Previous Starship tests have seen the large rocket launching 10km into the air before dropping back to attempt a vertical landing. Try to imagine a Boeing 747 performing a 9km vertical drop before touching down on a runway and you’ll have some idea how hard this is to execute. But documents filed with the Federal Communications Commission (FCC) in the States have revealed a much more impressive test of Starship’s capabilities.

SpaceX intends to stick Starship onto a super-heavy booster stage and launch it into a low Earth orbit from Boca Chica in Texas. The booster would detach from Starship 170 seconds into the flight, returning to “…perform a partial return and land in the Gulf of Mexico approximately 20 miles from the shore.”
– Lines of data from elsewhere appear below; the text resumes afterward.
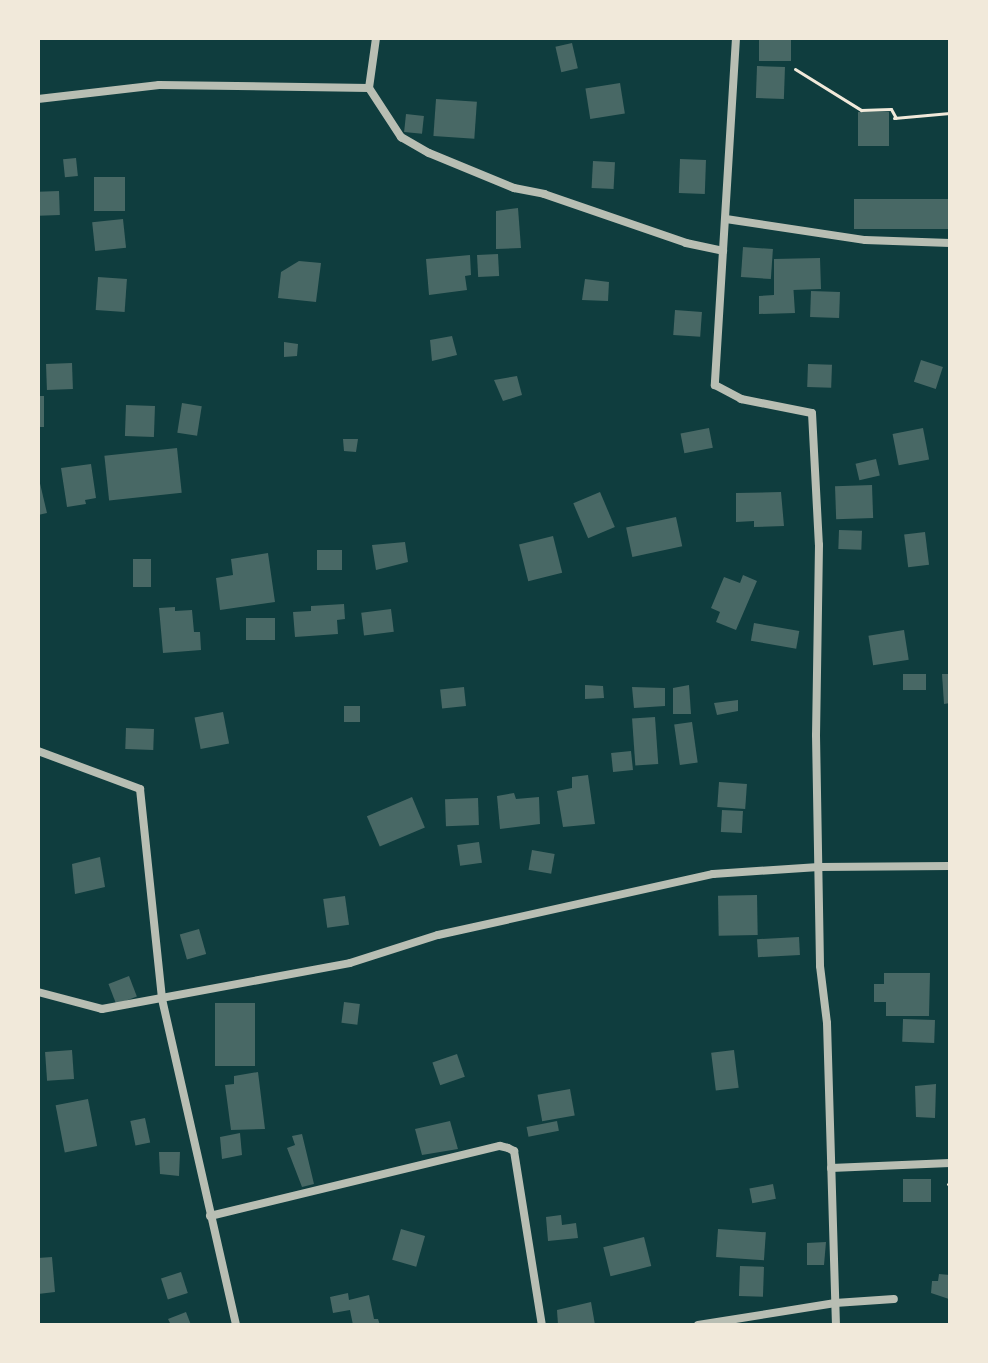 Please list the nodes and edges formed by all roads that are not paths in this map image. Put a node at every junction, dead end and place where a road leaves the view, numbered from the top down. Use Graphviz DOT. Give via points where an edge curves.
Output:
graph roads {
  1 [pos="376,38"];
  2 [pos="736,38"];
  3 [pos="369,88"];
  4 [pos="38,99"];
  5 [pos="726,219"];
  6 [pos="950,243"];
  7 [pos="723,251"];
  8 [pos="38,751"];
  9 [pos="950,866"];
  10 [pos="819,867"];
  11 [pos="38,992"];
  12 [pos="162,999"];
  13 [pos="950,1163"];
  14 [pos="831,1168"];
  15 [pos="210,1216"];
  16 [pos="894,1299"];
  17 [pos="835,1303"];
  18 [pos="236,1325"];
  19 [pos="542,1325"];
  20 [pos="698,1325"];
  21 [pos="836,1325"];
  1 -- 3 [label="street"];
  2 -- 5 [label="street"];
  3 -- 4 [label="street" via="159,85"];
  3 -- 7 [label="street" via="401,137 429,153 514,188"];
  5 -- 6 [label="street" via="851,239"];
  5 -- 7 [label="street"];
  7 -- 10 [label="street" via="715,385 741,399 812,413 819,545"];
  8 -- 12 [label="street" via="140,789"];
  9 -- 10 [label="street"];
  10 -- 12 [label="street" via="713,874 438,935 350,963"];
  10 -- 14 [label="street"];
  11 -- 12 [label="street" via="102,1009"];
  12 -- 15 [label="street"];
  13 -- 14 [label="street"];
  14 -- 17 [label="street"];
  15 -- 18 [label="street"];
  15 -- 19 [label="street" via="508,1148 514,1151"];
  16 -- 17 [label="street"];
  17 -- 20 [label="street"];
  17 -- 21 [label="street"];
} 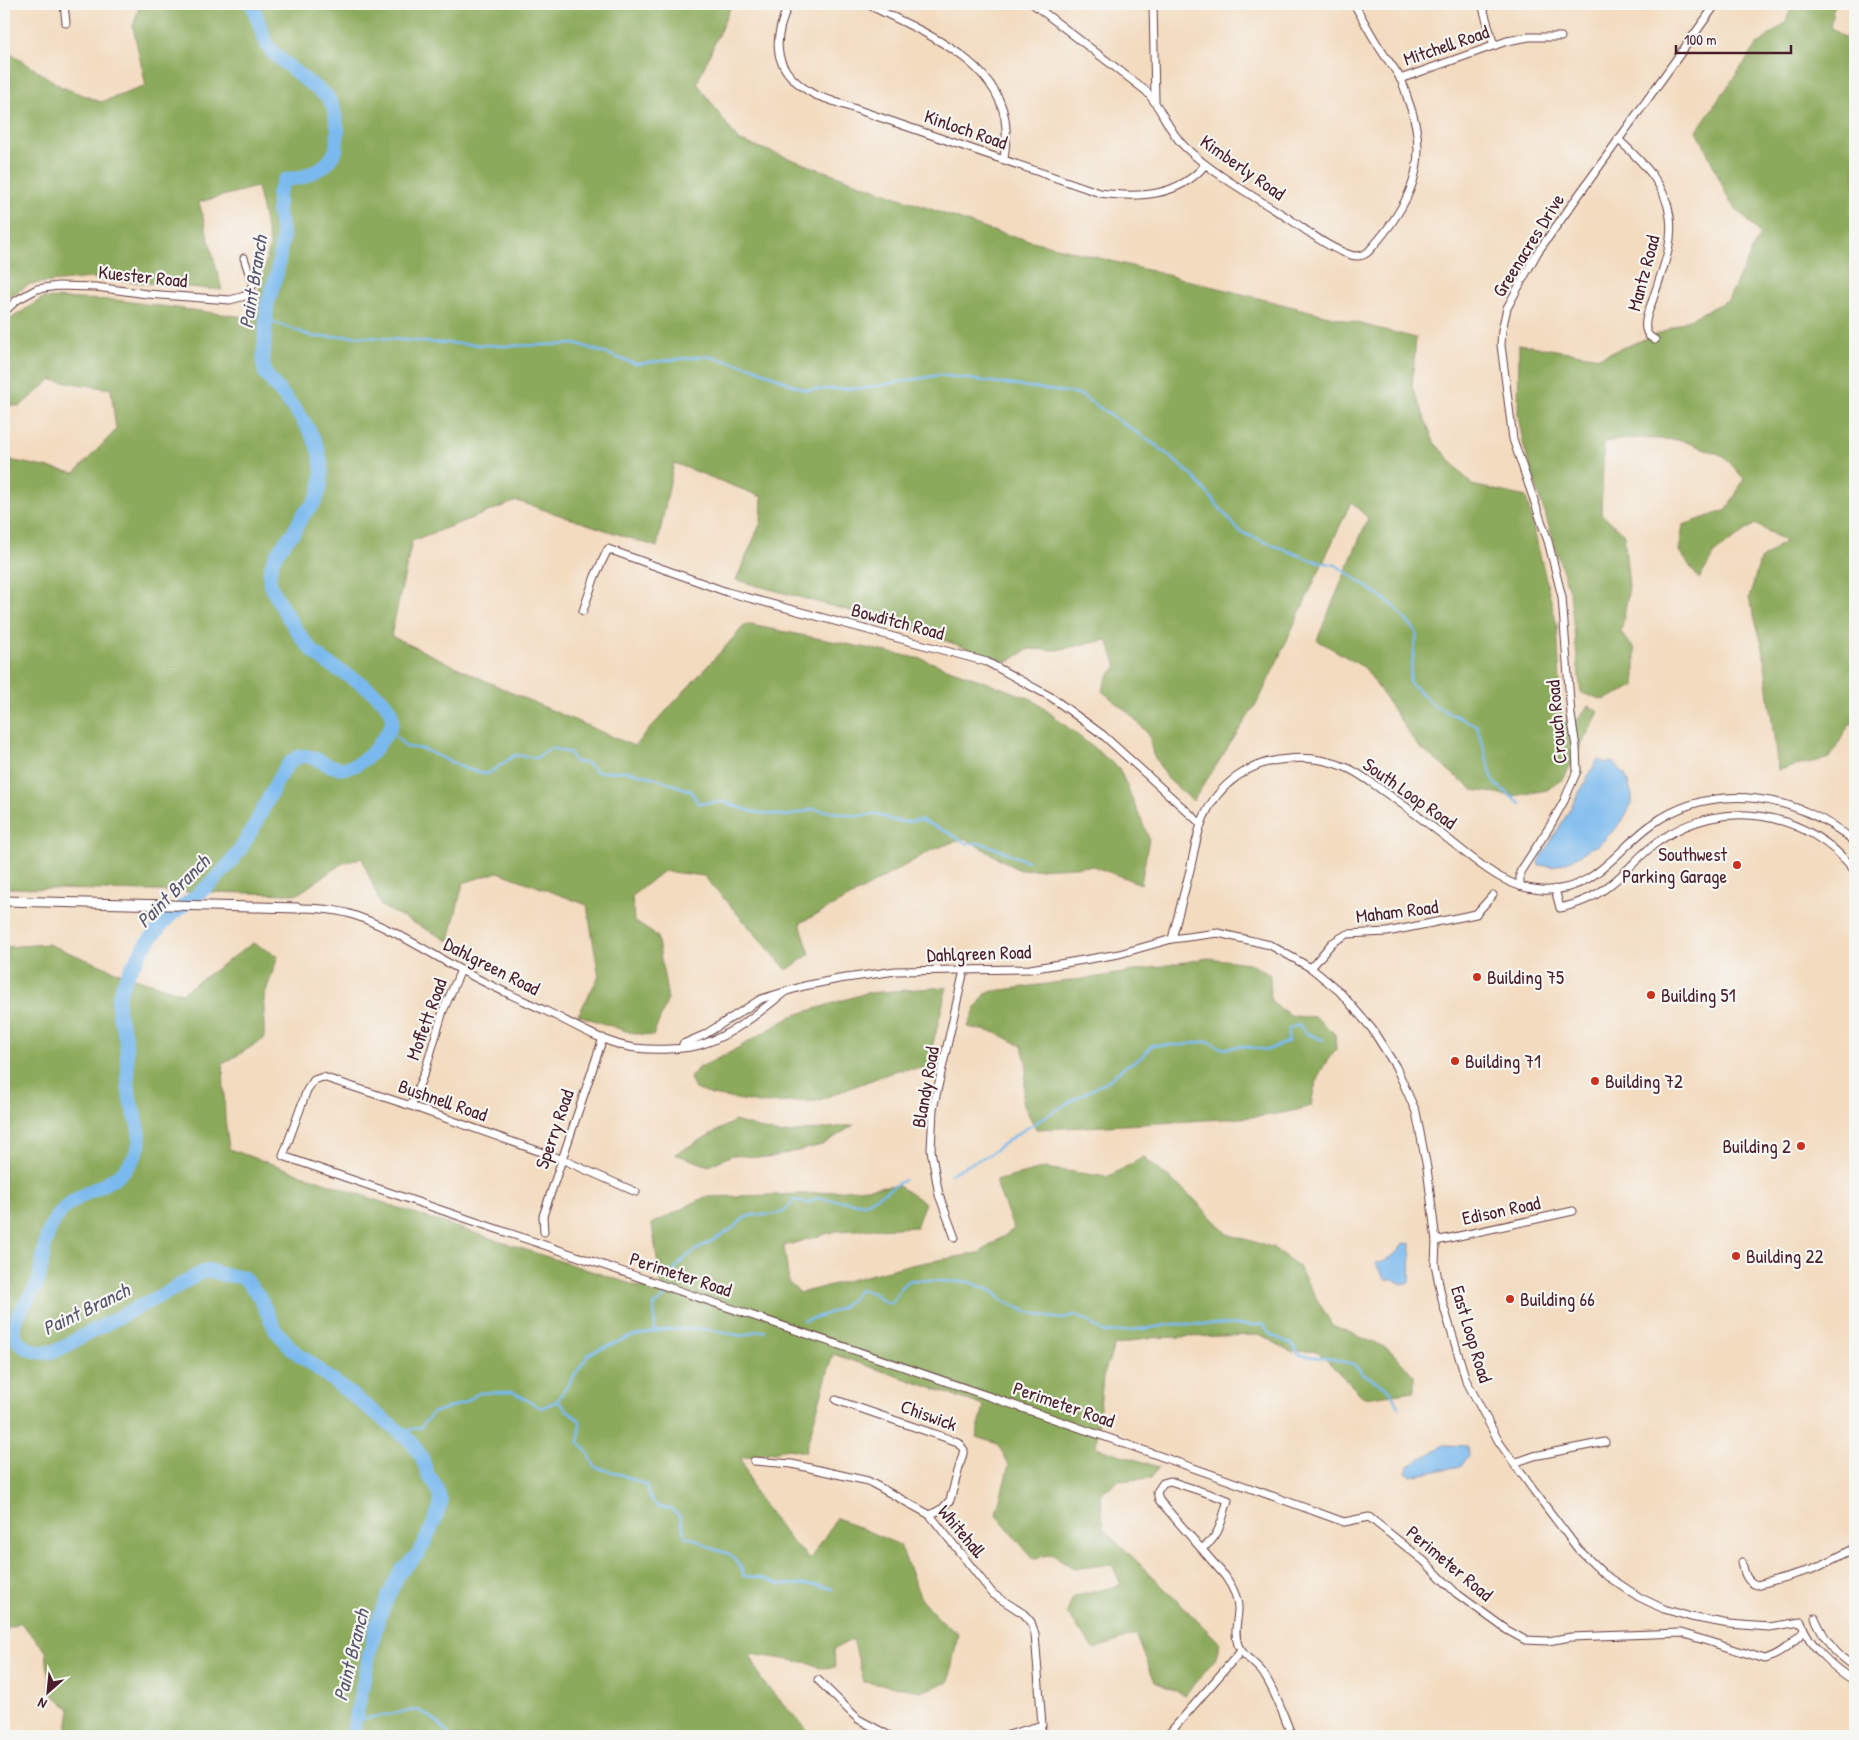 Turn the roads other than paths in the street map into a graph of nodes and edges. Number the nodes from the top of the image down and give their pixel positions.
1 (64, 4) edge
2 (789, 4) edge
3 (868, 4) edge
4 (1032, 4) edge
5 (1153, 4) edge
6 (1354, 4) edge
7 (1482, 4) edge
8 (1716, 4) edge
9 (66, 23) dead end
10 (1561, 37) dead end
11 (1494, 46) junction
12 (1400, 79) junction
13 (1155, 100) junction
14 (1618, 139) junction
15 (1004, 159) junction
16 (1205, 165) junction
17 (244, 258) dead end
18 (4, 312) edge
19 (1655, 340) dead end
20 (1548, 541) joint
21 (582, 611) dead end
22 (1201, 824) junction
23 (1855, 842) edge
24 (1855, 871) edge
25 (1520, 886) junction
26 (1556, 889) junction
27 (1493, 894) dead end
28 (6, 902) edge
29 (298, 908) joint
30 (1172, 939) junction
31 (1270, 945) joint
32 (1311, 968) junction
33 (461, 970) junction
34 (964, 970) junction
35 (786, 991) junction
36 (602, 1038) junction
37 (673, 1048) junction
38 (412, 1106) junction
39 (283, 1156) joint
40 (561, 1159) junction
41 (636, 1192) dead end
42 (1573, 1211) dead end
43 (544, 1232) dead end
44 (955, 1238) dead end
45 (1436, 1241) junction
46 (836, 1400) dead end
47 (1605, 1442) dead end
48 (754, 1460) dead end
49 (1514, 1463) junction
50 (930, 1515) junction
51 (1202, 1548) junction
52 (1855, 1548) edge
53 (1742, 1562) dead end
54 (1816, 1618) dead end
55 (1804, 1631) junction
56 (1241, 1651) junction
57 (1855, 1667) edge
58 (818, 1680) dead end
59 (1855, 1681) edge
60 (1040, 1726) junction
61 (890, 1736) edge
62 (1005, 1736) edge
63 (1048, 1736) edge
64 (1166, 1736) edge
65 (1292, 1736) edge

1 - 9 street
2 - 15 street, Kinloch Road
3 - 15 street
4 - 13 street, Kimberly Road
5 - 13 street
6 - 12 street
7 - 11 street
8 - 14 street, Greenacres Drive
10 - 11 street, Mitchell Road
11 - 12 street, Mitchell Road
12 - 16 street, Kimberly Road
13 - 16 street, Kimberly Road
14 - 19 street, Mantz Road
14 - 20 street, Greenacres Drive
15 - 16 street, Kinloch Road
17 - 18 street, Kuester Road
20 - 25 street, Crouch Road
21 - 22 street, Bowditch Road
22 - 25 street, South Loop Road
22 - 30 street
23 - 26 street, South Loop Road
24 - 26 street
25 - 26 street, South Loop Road
27 - 32 street, Maham Road
28 - 29 street
29 - 33 street, Dahlgreen Road
30 - 31 street, Dahlgreen Road
30 - 34 street, Dahlgreen Road
31 - 32 street, East Loop Road
32 - 45 street, East Loop Road
33 - 36 street, Dahlgreen Road
33 - 38 street, Moffett Road
34 - 35 street, Dahlgreen Road
34 - 44 street, Blandy Road
35 - 37 street, Dahlgreen Road
35 - 37 street, Dahlgreen Road
36 - 37 street, Dahlgreen Road
36 - 40 street, Sperry Road
38 - 39 street, Bushnell Road
38 - 40 street, Bushnell Road
39 - 55 street, Perimeter Road
40 - 41 street, Bushnell Road
40 - 43 street, Sperry Road
42 - 45 street, Edison Road
45 - 49 street, East Loop Road
46 - 50 street, Chiswick
47 - 49 street
48 - 50 street, Whitehall
49 - 55 street, East Loop Road
50 - 60 street, Whitehall
51 - 51 street
51 - 56 street
52 - 53 street
54 - 57 street
55 - 59 street
56 - 64 street
56 - 65 street
58 - 61 street
60 - 62 street
60 - 63 street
Starship itself will go on into orbit, performing an almost-complete circuit of the planet before attempting to land off the coast of Kauai, Hawaii. The landing would be a “soft ocean landing”, but one that would be directed, so it seems the company intends to sacrifice the Starship prototype for this test.

There’s no date set for this to take place, but when it does, SpaceX intends to “…collect as much data as possible during flight to quantify entry dynamics and better understand what the vehicle experiences in a flight regime that is extremely difficult to accurately predict or replicate computationally.” That’s the whole point of this one — they’re after more data and they’re not scared of blowing a rocket up to collect it. The test could take place at any point before 1 March 2022, so we’ll be keeping an eye out for the announcement of this one.